### MATERIAL SUPPLIED
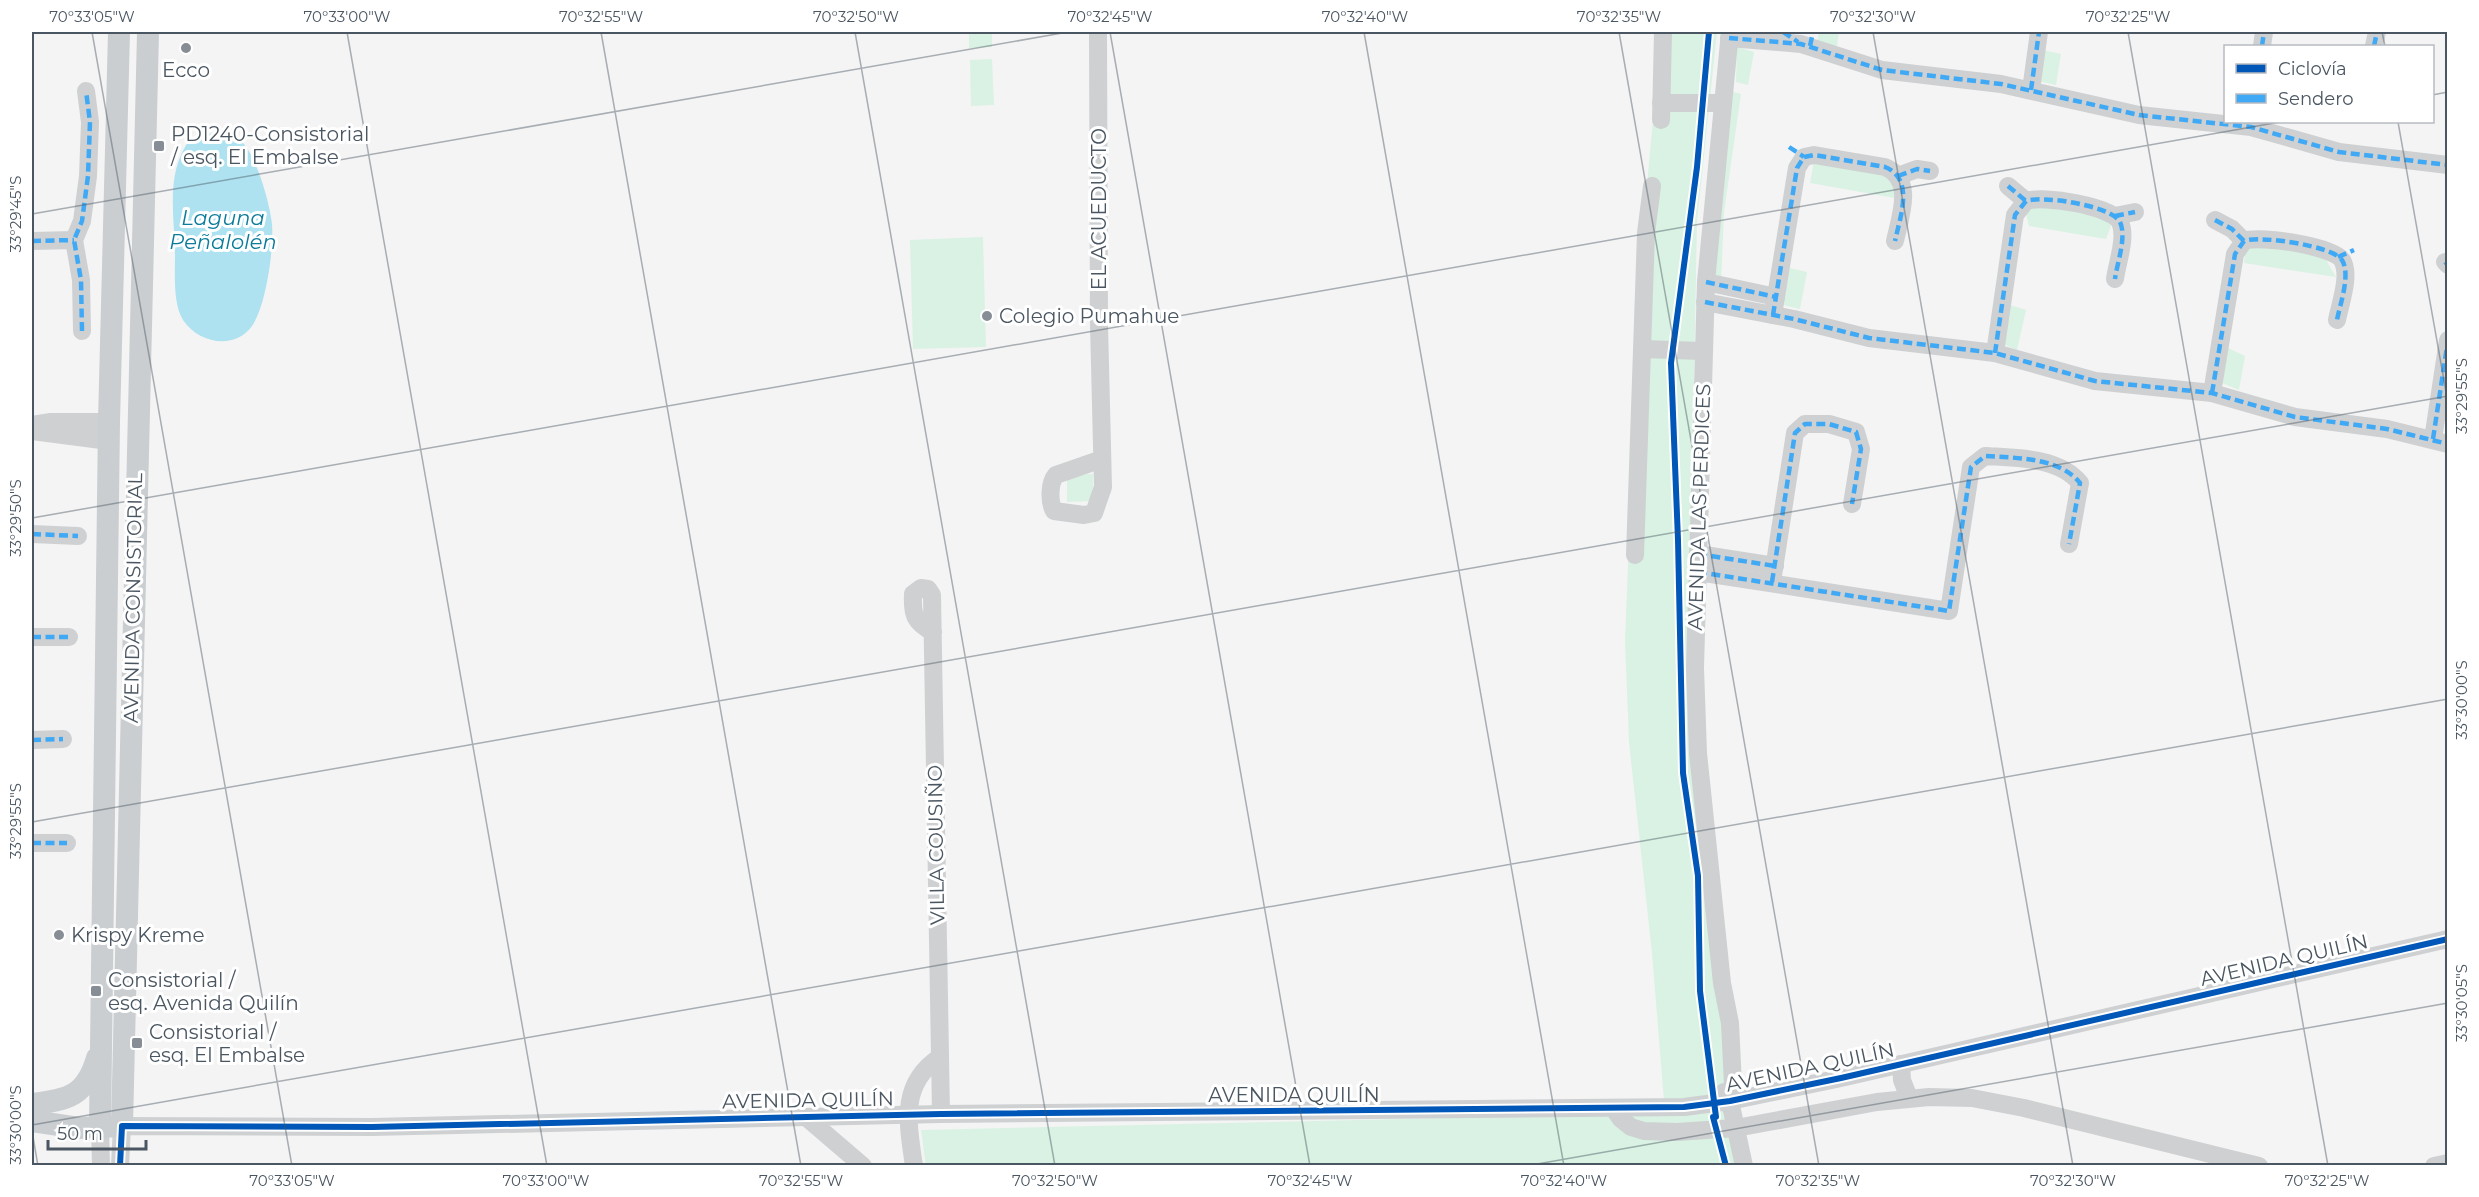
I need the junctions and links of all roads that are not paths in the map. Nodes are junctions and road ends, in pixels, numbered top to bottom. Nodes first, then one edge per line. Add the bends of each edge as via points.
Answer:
1 (119, 32) edge
2 (148, 32) edge
3 (1098, 32) edge
4 (1663, 32) edge
5 (2039, 32) edge
6 (1735, 36) edge
7 (1783, 37) edge
8 (1808, 41) edge
9 (2031, 90) junction
10 (86, 92) dead end
11 (1722, 103) junction
12 (2224, 122) edge
13 (2251, 124) edge
14 (2448, 165) edge
15 (1930, 171) dead end
16 (1898, 176) junction
17 (1652, 186) dead end
18 (2008, 186) dead end
19 (2026, 201) junction
20 (2135, 212) dead end
21 (2115, 216) junction
22 (2215, 220) dead end
23 (114, 237) junction
24 (143, 239) junction
25 (74, 240) junction
26 (2244, 240) junction
27 (32, 241) edge
28 (1895, 241) dead end
29 (2115, 279) dead end
30 (1706, 282) junction
31 (1776, 297) junction
32 (1705, 302) junction
33 (1773, 315) junction
34 (2337, 320) dead end
35 (82, 331) dead end
36 (2448, 340) edge
37 (1642, 349) junction
38 (1703, 351) junction
39 (1995, 353) junction
40 (2212, 393) junction
41 (32, 425) edge
42 (32, 431) edge
43 (109, 432) junction
44 (2440, 441) edge
45 (1102, 459) dead end
46 (1852, 504) dead end
47 (32, 534) edge
48 (78, 536) dead end
49 (2069, 544) dead end
50 (1635, 555) dead end
51 (1698, 563) junction
52 (1773, 574) junction
53 (933, 632) dead end
54 (69, 637) dead end
55 (32, 638) edge
56 (63, 739) dead end
57 (32, 740) edge
58 (105, 767) junction
59 (129, 768) junction
60 (104, 840) junction
61 (32, 843) edge
62 (67, 843) dead end
63 (128, 843) junction
64 (2448, 939) edge
65 (102, 1042) junction
66 (940, 1058) junction
67 (1901, 1064) junction
68 (1875, 1070) junction
69 (1909, 1098) junction
70 (1730, 1101) junction
71 (1877, 1102) junction
72 (32, 1104) edge
73 (1614, 1109) junction
74 (941, 1114) junction
75 (907, 1115) junction
76 (807, 1118) junction
77 (32, 1121) edge
78 (60, 1127) junction
79 (111, 1127) junction
80 (32, 1128) edge
81 (1736, 1128) junction
82 (2448, 1163) edge
83 (101, 1166) edge
84 (120, 1166) edge
85 (863, 1166) edge
86 (914, 1166) edge
87 (1744, 1166) edge
88 (2259, 1166) edge
89 (2434, 1166) edge

1 - 23 main road, AVENIDA CONSISTORIAL
2 - 24 main road, AVENIDA CONSISTORIAL
3 - 45 street, EL ACUEDUCTO
4 - 11 street via 1661,111
5 - 9 street
6 - 7 street
6 - 11 street, AVENIDA LAS PERDICES
7 - 8 street
8 - 9 street via 1891,72
9 - 12 street via 2139,116
10 - 25 street via 90,122 88,176
11 - 30 street, AVENIDA LAS PERDICES
13 - 14 street via 2339,152
15 - 16 street via 1917,169
16 - 28 street via 1904,196
16 - 31 street via 1885,167 1796,152 1797,168
17 - 37 street via 1646,233
18 - 19 street
19 - 21 street via 2043,198 2101,209
19 - 39 street via 2014,215
20 - 21 street
21 - 29 street via 2122,230
22 - 26 street
23 - 24 main road via 127,248
23 - 43 main road, AVENIDA CONSISTORIAL
24 - 59 main road, AVENIDA CONSISTORIAL
25 - 27 street
25 - 35 street via 81,280
26 - 34 street via 2254,238 2346,253
26 - 40 street via 2235,254
30 - 31 street
30 - 32 street, AVENIDA LAS PERDICES
31 - 33 street
32 - 33 street
32 - 38 street, AVENIDA LAS PERDICES
33 - 39 street via 1869,338
36 - 44 street
37 - 38 street
37 - 50 street
38 - 51 street, AVENIDA LAS PERDICES
39 - 40 street via 2095,381
40 - 44 street via 2295,417 2387,429
41 - 43 street via 51,422
42 - 43 street
43 - 58 main road, AVENIDA CONSISTORIAL
46 - 52 street via 1861,449 1856,432 1829,424 1805,424 1795,433
47 - 48 street
49 - 52 street via 2080,483 2070,471 2026,458 1984,456 1971,467 1949,611
51 - 52 street
51 - 70 street, AVENIDA LAS PERDICES via 1697,744 1722,983 1720,1067 1722,1087
53 - 66 street, VILLA COUSIÑO
54 - 55 street
56 - 57 street
58 - 59 main road via 117,774
58 - 60 main road, AVENIDA CONSISTORIAL
59 - 63 main road, AVENIDA CONSISTORIAL
60 - 63 main road via 116,837
60 - 65 main road, AVENIDA CONSISTORIAL
61 - 62 street
63 - 79 main road, AVENIDA CONSISTORIAL
64 - 67 street, AVENIDA QUILÍN
65 - 72 main road via 86,1085 64,1099
65 - 79 main road, AVENIDA CONSISTORIAL
66 - 74 street, VILLA COUSIÑO
66 - 75 street via 917,1078
67 - 68 street, AVENIDA QUILÍN
67 - 69 street
68 - 70 street, AVENIDA QUILÍN
68 - 71 street via 1880,1083
69 - 71 street
69 - 88 street via 1995,1101
70 - 73 street, AVENIDA QUILÍN
70 - 81 street, AVENIDA LAS PERDICES
71 - 81 street
73 - 74 street, AVENIDA QUILÍN
73 - 81 street via 1621,1119 1644,1131
74 - 75 street, AVENIDA QUILÍN
75 - 76 street, AVENIDA QUILÍN
75 - 86 street
76 - 79 street, AVENIDA QUILÍN via 372,1127
76 - 85 street
77 - 78 main road, AVENIDA QUILÍN
78 - 79 main road, AVENIDA QUILÍN
78 - 80 main road, AVENIDA QUILÍN
79 - 83 street, AVENIDA CONSISTORIAL
79 - 84 street, AVENIDA CONSISTORIAL
81 - 87 street, AVENIDA LAS PERDICES
82 - 89 street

### YOUR ASSIGNMENT
For this exercise, give the listing again exactly as written, with the pictures omitted.

### RESULT OF THIS TASK
I need the junctions and links of all roads that are not paths in the map. Nodes are junctions and road ends, in pixels, numbered top to bottom. Nodes first, then one edge per line. Add the bends of each edge as via points.
Answer:
1 (119, 32) edge
2 (148, 32) edge
3 (1098, 32) edge
4 (1663, 32) edge
5 (2039, 32) edge
6 (1735, 36) edge
7 (1783, 37) edge
8 (1808, 41) edge
9 (2031, 90) junction
10 (86, 92) dead end
11 (1722, 103) junction
12 (2224, 122) edge
13 (2251, 124) edge
14 (2448, 165) edge
15 (1930, 171) dead end
16 (1898, 176) junction
17 (1652, 186) dead end
18 (2008, 186) dead end
19 (2026, 201) junction
20 (2135, 212) dead end
21 (2115, 216) junction
22 (2215, 220) dead end
23 (114, 237) junction
24 (143, 239) junction
25 (74, 240) junction
26 (2244, 240) junction
27 (32, 241) edge
28 (1895, 241) dead end
29 (2115, 279) dead end
30 (1706, 282) junction
31 (1776, 297) junction
32 (1705, 302) junction
33 (1773, 315) junction
34 (2337, 320) dead end
35 (82, 331) dead end
36 (2448, 340) edge
37 (1642, 349) junction
38 (1703, 351) junction
39 (1995, 353) junction
40 (2212, 393) junction
41 (32, 425) edge
42 (32, 431) edge
43 (109, 432) junction
44 (2440, 441) edge
45 (1102, 459) dead end
46 (1852, 504) dead end
47 (32, 534) edge
48 (78, 536) dead end
49 (2069, 544) dead end
50 (1635, 555) dead end
51 (1698, 563) junction
52 (1773, 574) junction
53 (933, 632) dead end
54 (69, 637) dead end
55 (32, 638) edge
56 (63, 739) dead end
57 (32, 740) edge
58 (105, 767) junction
59 (129, 768) junction
60 (104, 840) junction
61 (32, 843) edge
62 (67, 843) dead end
63 (128, 843) junction
64 (2448, 939) edge
65 (102, 1042) junction
66 (940, 1058) junction
67 (1901, 1064) junction
68 (1875, 1070) junction
69 (1909, 1098) junction
70 (1730, 1101) junction
71 (1877, 1102) junction
72 (32, 1104) edge
73 (1614, 1109) junction
74 (941, 1114) junction
75 (907, 1115) junction
76 (807, 1118) junction
77 (32, 1121) edge
78 (60, 1127) junction
79 (111, 1127) junction
80 (32, 1128) edge
81 (1736, 1128) junction
82 (2448, 1163) edge
83 (101, 1166) edge
84 (120, 1166) edge
85 (863, 1166) edge
86 (914, 1166) edge
87 (1744, 1166) edge
88 (2259, 1166) edge
89 (2434, 1166) edge

1 - 23 main road, AVENIDA CONSISTORIAL
2 - 24 main road, AVENIDA CONSISTORIAL
3 - 45 street, EL ACUEDUCTO
4 - 11 street via 1661,111
5 - 9 street
6 - 7 street
6 - 11 street, AVENIDA LAS PERDICES
7 - 8 street
8 - 9 street via 1891,72
9 - 12 street via 2139,116
10 - 25 street via 90,122 88,176
11 - 30 street, AVENIDA LAS PERDICES
13 - 14 street via 2339,152
15 - 16 street via 1917,169
16 - 28 street via 1904,196
16 - 31 street via 1885,167 1796,152 1797,168
17 - 37 street via 1646,233
18 - 19 street
19 - 21 street via 2043,198 2101,209
19 - 39 street via 2014,215
20 - 21 street
21 - 29 street via 2122,230
22 - 26 street
23 - 24 main road via 127,248
23 - 43 main road, AVENIDA CONSISTORIAL
24 - 59 main road, AVENIDA CONSISTORIAL
25 - 27 street
25 - 35 street via 81,280
26 - 34 street via 2254,238 2346,253
26 - 40 street via 2235,254
30 - 31 street
30 - 32 street, AVENIDA LAS PERDICES
31 - 33 street
32 - 33 street
32 - 38 street, AVENIDA LAS PERDICES
33 - 39 street via 1869,338
36 - 44 street
37 - 38 street
37 - 50 street
38 - 51 street, AVENIDA LAS PERDICES
39 - 40 street via 2095,381
40 - 44 street via 2295,417 2387,429
41 - 43 street via 51,422
42 - 43 street
43 - 58 main road, AVENIDA CONSISTORIAL
46 - 52 street via 1861,449 1856,432 1829,424 1805,424 1795,433
47 - 48 street
49 - 52 street via 2080,483 2070,471 2026,458 1984,456 1971,467 1949,611
51 - 52 street
51 - 70 street, AVENIDA LAS PERDICES via 1697,744 1722,983 1720,1067 1722,1087
53 - 66 street, VILLA COUSIÑO
54 - 55 street
56 - 57 street
58 - 59 main road via 117,774
58 - 60 main road, AVENIDA CONSISTORIAL
59 - 63 main road, AVENIDA CONSISTORIAL
60 - 63 main road via 116,837
60 - 65 main road, AVENIDA CONSISTORIAL
61 - 62 street
63 - 79 main road, AVENIDA CONSISTORIAL
64 - 67 street, AVENIDA QUILÍN
65 - 72 main road via 86,1085 64,1099
65 - 79 main road, AVENIDA CONSISTORIAL
66 - 74 street, VILLA COUSIÑO
66 - 75 street via 917,1078
67 - 68 street, AVENIDA QUILÍN
67 - 69 street
68 - 70 street, AVENIDA QUILÍN
68 - 71 street via 1880,1083
69 - 71 street
69 - 88 street via 1995,1101
70 - 73 street, AVENIDA QUILÍN
70 - 81 street, AVENIDA LAS PERDICES
71 - 81 street
73 - 74 street, AVENIDA QUILÍN
73 - 81 street via 1621,1119 1644,1131
74 - 75 street, AVENIDA QUILÍN
75 - 76 street, AVENIDA QUILÍN
75 - 86 street
76 - 79 street, AVENIDA QUILÍN via 372,1127
76 - 85 street
77 - 78 main road, AVENIDA QUILÍN
78 - 79 main road, AVENIDA QUILÍN
78 - 80 main road, AVENIDA QUILÍN
79 - 83 street, AVENIDA CONSISTORIAL
79 - 84 street, AVENIDA CONSISTORIAL
81 - 87 street, AVENIDA LAS PERDICES
82 - 89 street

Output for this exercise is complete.